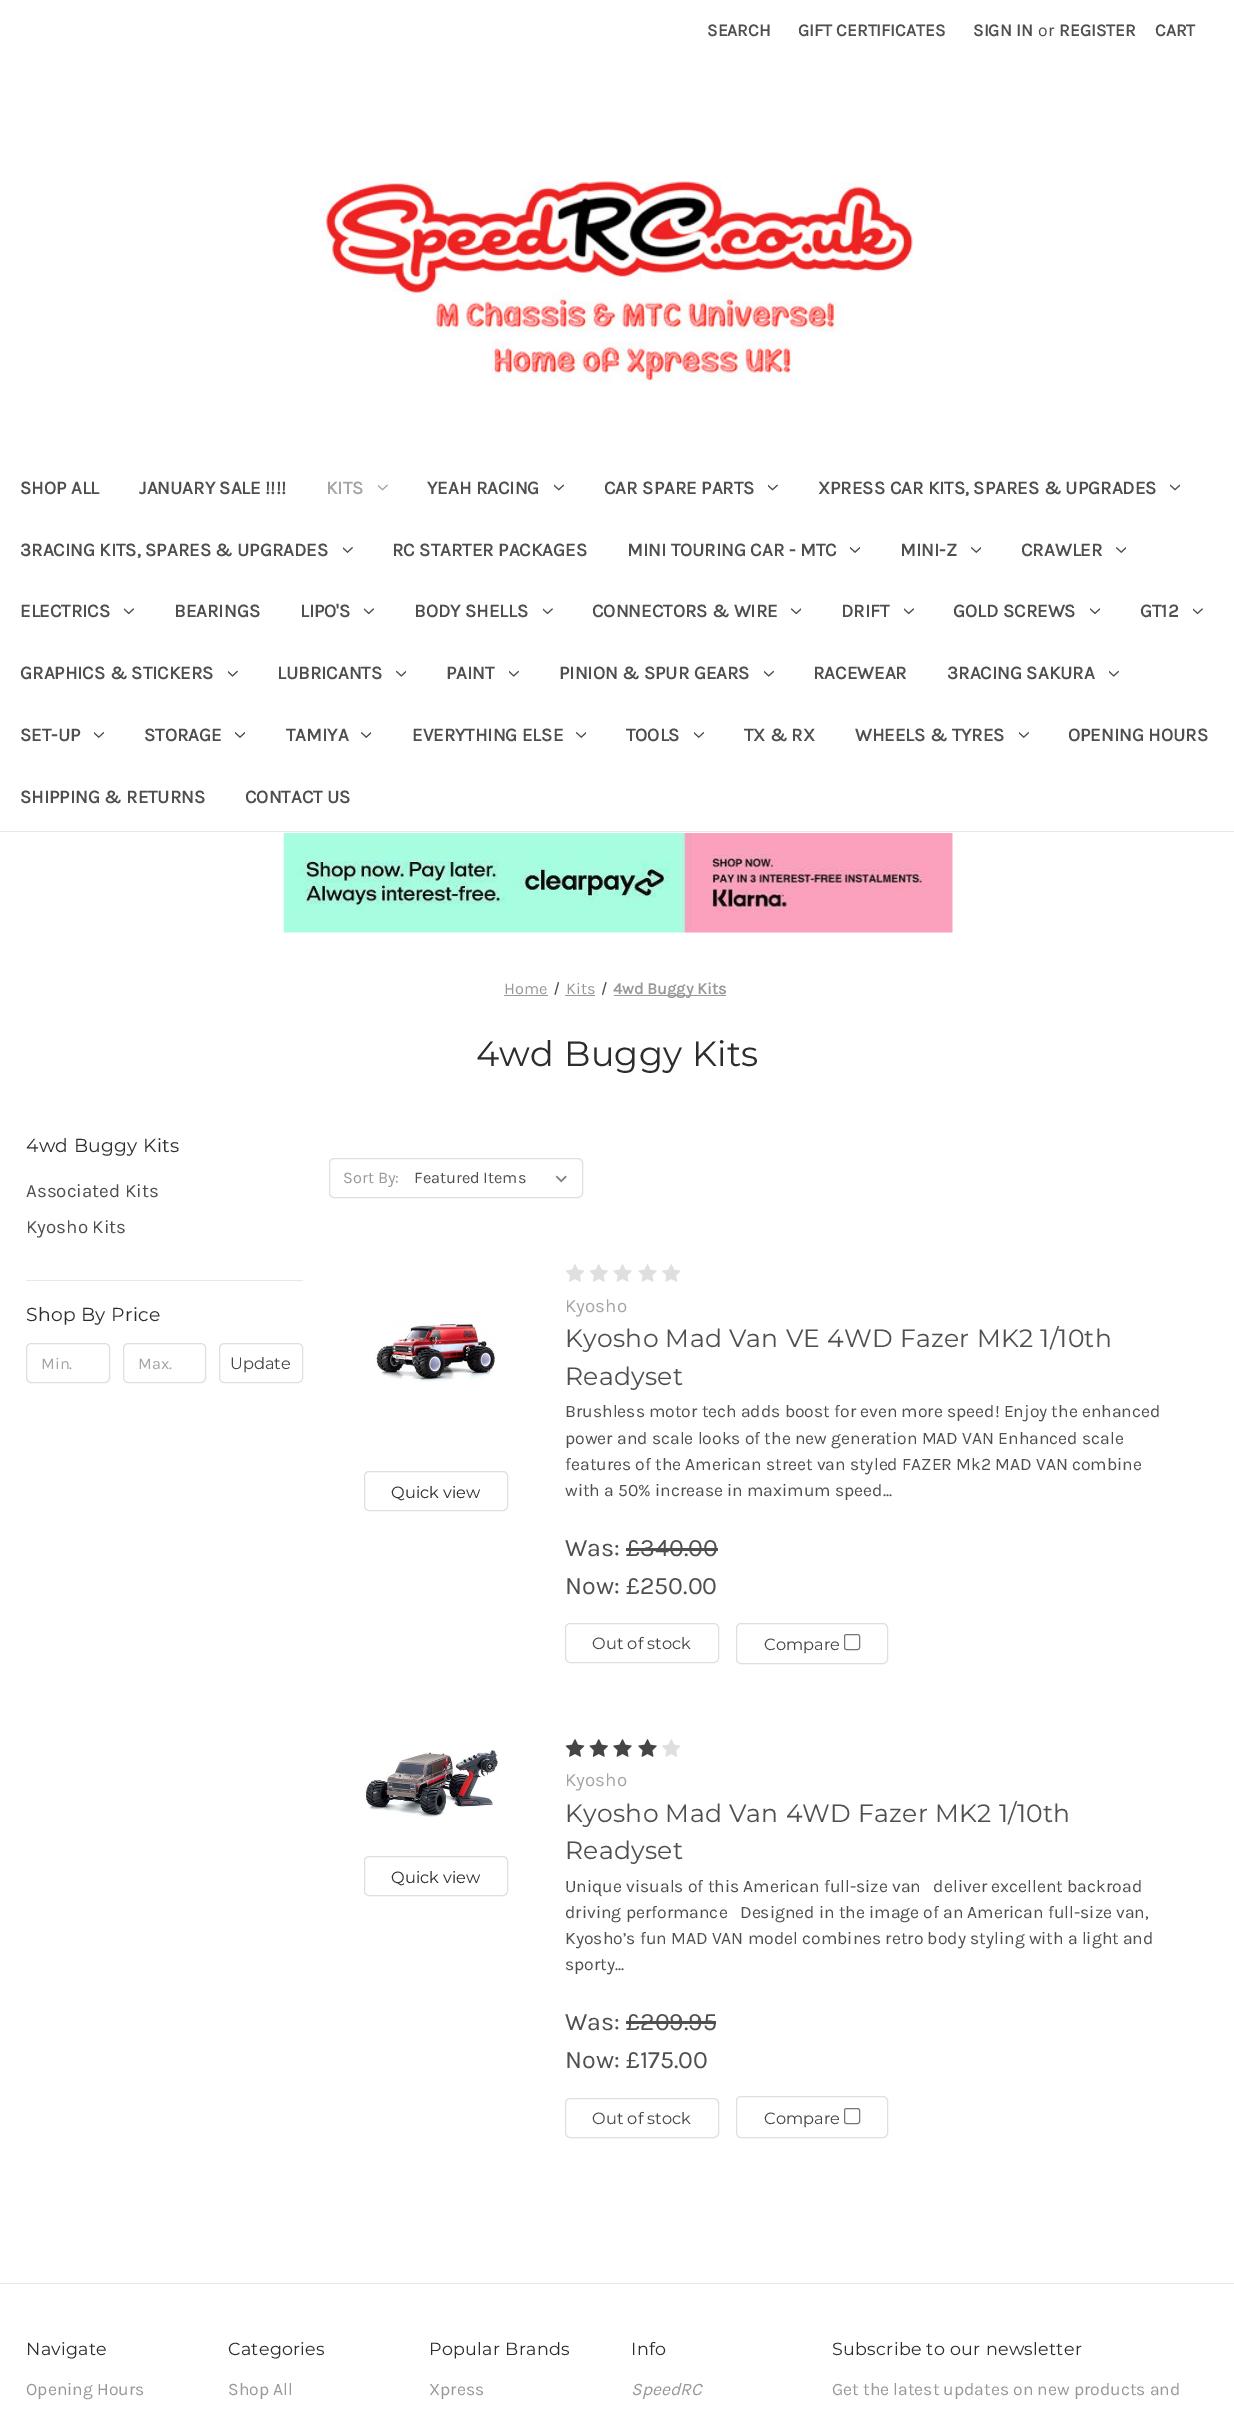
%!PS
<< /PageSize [1234 2411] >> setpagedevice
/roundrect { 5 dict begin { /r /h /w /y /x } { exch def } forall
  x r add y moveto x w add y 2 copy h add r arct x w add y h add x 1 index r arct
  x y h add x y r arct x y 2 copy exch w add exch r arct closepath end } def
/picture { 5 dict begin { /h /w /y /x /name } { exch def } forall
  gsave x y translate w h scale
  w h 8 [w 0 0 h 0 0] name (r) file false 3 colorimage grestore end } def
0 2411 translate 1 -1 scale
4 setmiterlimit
1 setgray
0 0 1234 2411 rectfill
0.91 setgray
0 831 1234 1 rectfill
/Karla-Bold [17.5 0 0 -17.5 0 0] selectfont
0.31 setgray
707 36 moveto (SEARCH) show
798 36 moveto (GIFT CERTIFICATES) show
973 36 moveto (SIGN IN) show
/Karla-Regular [17.5 0 0 -17.5 0 0] selectfont
1038 36 moveto (or) show
/Karla-Bold [17.5 0 0 -17.5 0 0] selectfont
1059 36 moveto (REGISTER) show
1155 36 moveto (CART) show
(img1.rgb) 321 181 593 200 picture
/Karla-Bold [18.75 0 0 -18.75 0 0] selectfont
20 494 moveto (SHOP ALL) show
139 494 moveto (JANUARY SALE !!!!) show
0.647 setgray
326 494 moveto (KITS) show
(img2.rgb) 378 484 10 7 picture
0.31 setgray
427 494 moveto (YEAH RACING) show
(img3.rgb) 554 484 10 7 picture
604 494 moveto (CAR SPARE PARTS) show
(img4.rgb) 768 484 10 7 picture
818 494 moveto (XPRESS CAR KITS, SPARES & UPGRADES) show
(img5.rgb) 1170 484 10 7 picture
20 556 moveto (3RACING KITS, SPARES & UPGRADES) show
(img6.rgb) 343 547 10 6 picture
392 556 moveto (RC STARTER PACKAGES) show
627 556 moveto (MINI TOURING CAR - MTC) show
(img7.rgb) 850 547 10 6 picture
900 556 moveto (MINI-Z) show
(img8.rgb) 971 547 10 6 picture
1021 556 moveto (CRAWLER) show
(img8.rgb) 1116 547 10 6 picture
20 617 moveto (ELECTRICS) show
(img9.rgb) 124 608 10 7 picture
174 617 moveto (BEARINGS) show
300 617 moveto (LIPO'S) show
(img9.rgb) 364 608 10 7 picture
414 617 moveto (BODY SHELLS) show
(img10.rgb) 543 608 10 7 picture
592 617 moveto (CONNECTORS & WIRE) show
(img11.rgb) 791 608 10 7 picture
841 617 moveto (DRIFT) show
(img9.rgb) 904 608 10 7 picture
953 617 moveto (GOLD SCREWS) show
(img12.rgb) 1090 608 10 7 picture
1140 617 moveto (GT12) show
(img10.rgb) 1193 608 10 7 picture
20 679 moveto (GRAPHICS & STICKERS) show
(img13.rgb) 228 670 10 7 picture
277 679 moveto (LUBRICANTS) show
(img14.rgb) 396 670 10 7 picture
446 679 moveto (PAINT) show
(img15.rgb) 509 670 10 7 picture
559 679 moveto (PINION & SPUR GEARS) show
(img15.rgb) 764 670 10 7 picture
813 679 moveto (RACEWEAR) show
947 679 moveto (3RACING SAKURA) show
(img15.rgb) 1109 670 10 7 picture
20 741 moveto (SET-UP) show
(img16.rgb) 94 732 10 6 picture
144 741 moveto (STORAGE) show
(img7.rgb) 235 732 10 6 picture
286 741 moveto (TAMIYA) show
(img8.rgb) 361 732 10 6 picture
412 741 moveto (EVERYTHING ELSE) show
(img8.rgb) 576 732 10 6 picture
626 741 moveto (TOOLS) show
(img16.rgb) 694 732 10 6 picture
744 741 moveto (TX & RX) show
855 741 moveto (WHEELS & TYRES) show
(img16.rgb) 1019 732 10 6 picture
1068 741 moveto (OPENING HOURS) show
20 803 moveto (SHIPPING & RETURNS) show
245 803 moveto (CONTACT US) show
(img17.rgb) 283 833 670 100 picture
/Karla-Regular [16.25 0 0 -16.25 0 0] selectfont
0.596 setgray
504 994 moveto (Home) show
504 995 44 1 rectfill
566 994 moveto (Kits) show
0.31 setgray
newpath 558 982 moveto 559 982.5 lineto 555.5 995 lineto 554.5 994.5 lineto closepath 605.5 982 moveto 606.5 982.5 lineto 603 995 lineto 602 994.5 lineto closepath fill
0.596 setgray
565 995 30 1 rectfill
614 995 112 1 rectfill
/Karla-Bold [16.25 0 0 -16.25 0 0] selectfont
613 994 moveto (4wd Buggy Kits) show
/Montserrat-Thin [35 0 0 -35 0 0] selectfont
0.176 setgray
476 1066 moveto 0.3 0 (4wd Buggy Kits) ashow
/Montserrat-Thin [18.75 0 0 -18.75 0 0] selectfont
26 1152 moveto 0.3 0 (4wd Buggy Kits) ashow
/Karla-Regular [18.75 0 0 -18.75 0 0] selectfont
0.31 setgray
26 1197 moveto (Associated Kits) show
26 1233 moveto (Kyosho Kits) show
0.91 setgray
26 1280 277 1 rectfill
/Montserrat-Thin [18.75 0 0 -18.75 0 0] selectfont
0.176 setgray
26 1321 moveto 0.3 0 (Shop By Price) ashow
0.875 setgray
26.5 1343.5 83 39 4.5 roundrect stroke
/Karla-Regular [16.25 0 0 -16.25 0 0] selectfont
0.647 setgray
41 1369 moveto (Min.) show
0.875 setgray
123.5 1343.5 82 39 4.5 roundrect stroke
0.647 setgray
138 1369 moveto (Max.) show
0.875 setgray
219.5 1343.5 83 39 4.5 roundrect stroke
/Montserrat-Thin [16.25 0 0 -16.25 0 0] selectfont
0.271 setgray
230 1369 moveto (Update) show
0.875 setgray
329.5 1158.5 253 39 4.5 roundrect stroke
/Karla-Regular [16.25 0 0 -16.25 0 0] selectfont
0.596 setgray
343 1183 moveto (Sort By:) show
(img18.rgb) 555 1175 12 8 picture
0.31 setgray
414 1183 moveto (Featured Items) show
(img19.rgb) 374 1321 122 61 picture
0.875 setgray
364.5 1471.5 143 39 4.5 roundrect stroke
/Montserrat-Thin [16.25 0 0 -16.25 0 0] selectfont
0.176 setgray
391 1498 moveto (Quick view) show
(img20.rgb) 566 1264 18 18 picture
(img21.rgb) 589 1264 19 18 picture
(img22.rgb) 613 1264 19 18 picture
(img22.rgb) 638 1264 19 18 picture
(img23.rgb) 662 1264 19 18 picture
/Karla-Regular [18.75 0 0 -18.75 0 0] selectfont
0.647 setgray
565 1312 moveto (Kyosho) show
/Montserrat-Thin [25 0 0 -25 0 0] selectfont
0.31 setgray
565 1347 moveto 0.3 0 (Kyosho Mad Van VE 4WD Fazer MK2 1/10th) ashow
565 1385 moveto 0.3 0 (Readyset) ashow
/Karla-Regular [17.5 0 0 -17.5 0 0] selectfont
565 1417 moveto (Brushless motor tech adds boost for even more speed! Enjoy the enhanced) show
565 1444 moveto (power and scale looks of the new generation MAD VAN Enhanced scale) show
565 1470 moveto (features of the American street van styled FAZER Mk2 MAD VAN combine) show
565 1496 moveto (with a 50% increase in maximum speed...) show
/Karla-Regular [25 0 0 -25 0 0] selectfont
565 1556 moveto (Was: £340.00) show
626 1548 92 3 rectfill
565 1594 moveto (Now: £250.00) show
0.875 setgray
565.5 1623.5 153 39 4.5 roundrect stroke
/Montserrat-Thin [16.25 0 0 -16.25 0 0] selectfont
0.271 setgray
592 1649 moveto (Out of stock) show
0.875 setgray
736.5 1623.5 151 40 4.5 roundrect stroke
0.271 setgray
764 1650 moveto (Compare) show
0.463 setgray
844.5 1634.5 15 15 2 roundrect stroke
(img24.rgb) 364 1749 134 69 picture
0.875 setgray
364.5 1856.5 143 39 4.5 roundrect stroke
0.176 setgray
391 1883 moveto (Quick view) show
(img25.rgb) 565 1739 20 18 picture
(img26.rgb) 589 1739 19 18 picture
(img27.rgb) 613 1739 19 18 picture
(img27.rgb) 638 1739 19 18 picture
(img23.rgb) 662 1739 19 18 picture
/Karla-Regular [18.75 0 0 -18.75 0 0] selectfont
0.647 setgray
565 1786 moveto (Kyosho) show
/Montserrat-Thin [25 0 0 -25 0 0] selectfont
0.31 setgray
565 1822 moveto 0.3 0 (Kyosho Mad Van 4WD Fazer MK2 1/10th) ashow
565 1859 moveto 0.3 0 (Readyset) ashow
/Karla-Regular [17.5 0 0 -17.5 0 0] selectfont
565 1892 moveto (Unique visuals of this American full-size van   deliver excellent backroad) show
565 1918 moveto (driving performance   Designed in the image of an American full-size van,) show
565 1944 moveto (Kyosho’s fun MAD VAN model combines retro body styling with a light and) show
565 1970 moveto (sporty...) show
/Karla-Regular [25 0 0 -25 0 0] selectfont
565 2030 moveto (Was: £209.95) show
626 2021 90 3 rectfill
565 2068 moveto (Now: £175.00) show
0.875 setgray
565.5 2098.5 153 39 4.5 roundrect stroke
/Montserrat-Thin [16.25 0 0 -16.25 0 0] selectfont
0.271 setgray
592 2124 moveto (Out of stock) show
0.875 setgray
736.5 2096.5 151 41 4.5 roundrect stroke
0.271 setgray
764 2124 moveto (Compare) show
0.463 setgray
844.5 2108.5 15 15 2 roundrect stroke
0.91 setgray
0 2283 1234 1 rectfill
/Montserrat-Thin [17.5 0 0 -17.5 0 0] selectfont
0.176 setgray
26 2355 moveto 0.3 0 (Navigate) ashow
/Karla-Regular [17.5 0 0 -17.5 0 0] selectfont
0.596 setgray
26 2395 moveto (Opening Hours) show
/Montserrat-Thin [17.5 0 0 -17.5 0 0] selectfont
0.176 setgray
228 2355 moveto 0.3 0 (Categories) ashow
/Karla-Regular [17.5 0 0 -17.5 0 0] selectfont
0.596 setgray
228 2395 moveto (Shop All) show
/Montserrat-Thin [17.5 0 0 -17.5 0 0] selectfont
0.176 setgray
429 2355 moveto 0.3 0 (Popular Brands) ashow
/Karla-Regular [17.5 0 0 -17.5 0 0] selectfont
0.596 setgray
429 2395 moveto (Xpress) show
/Montserrat-Thin [17.5 0 0 -17.5 0 0] selectfont
0.176 setgray
631 2355 moveto 0.3 0 (Info) ashow
/Karla-Italic [17.5 0 0 -17.5 0 0] selectfont
0.596 setgray
631 2395 moveto (SpeedRC) show
/Montserrat-Thin [17.5 0 0 -17.5 0 0] selectfont
0.176 setgray
832 2355 moveto 0.3 0 (Subscribe to our newsletter) ashow
/Karla-Regular [17.5 0 0 -17.5 0 0] selectfont
0.596 setgray
832 2395 moveto (Get the latest updates on new products and) show
showpage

┄┄┄┄┄┄┄┄┄┄

## Work to complete:
Omit every picture, and please return the entries exactly from the first line through the line with "604 494 moveto (CAR SPARE PARTS) show", both included.

## Response:
%!PS
<< /PageSize [1234 2411] >> setpagedevice
/roundrect { 5 dict begin { /r /h /w /y /x } { exch def } forall
  x r add y moveto x w add y 2 copy h add r arct x w add y h add x 1 index r arct
  x y h add x y r arct x y 2 copy exch w add exch r arct closepath end } def
/picture { 5 dict begin { /h /w /y /x /name } { exch def } forall
  gsave x y translate w h scale
  w h 8 [w 0 0 h 0 0] name (r) file false 3 colorimage grestore end } def
0 2411 translate 1 -1 scale
4 setmiterlimit
1 setgray
0 0 1234 2411 rectfill
0.91 setgray
0 831 1234 1 rectfill
/Karla-Bold [17.5 0 0 -17.5 0 0] selectfont
0.31 setgray
707 36 moveto (SEARCH) show
798 36 moveto (GIFT CERTIFICATES) show
973 36 moveto (SIGN IN) show
/Karla-Regular [17.5 0 0 -17.5 0 0] selectfont
1038 36 moveto (or) show
/Karla-Bold [17.5 0 0 -17.5 0 0] selectfont
1059 36 moveto (REGISTER) show
1155 36 moveto (CART) show
(img1.rgb) 321 181 593 200 picture
/Karla-Bold [18.75 0 0 -18.75 0 0] selectfont
20 494 moveto (SHOP ALL) show
139 494 moveto (JANUARY SALE !!!!) show
0.647 setgray
326 494 moveto (KITS) show
(img2.rgb) 378 484 10 7 picture
0.31 setgray
427 494 moveto (YEAH RACING) show
(img3.rgb) 554 484 10 7 picture
604 494 moveto (CAR SPARE PARTS) show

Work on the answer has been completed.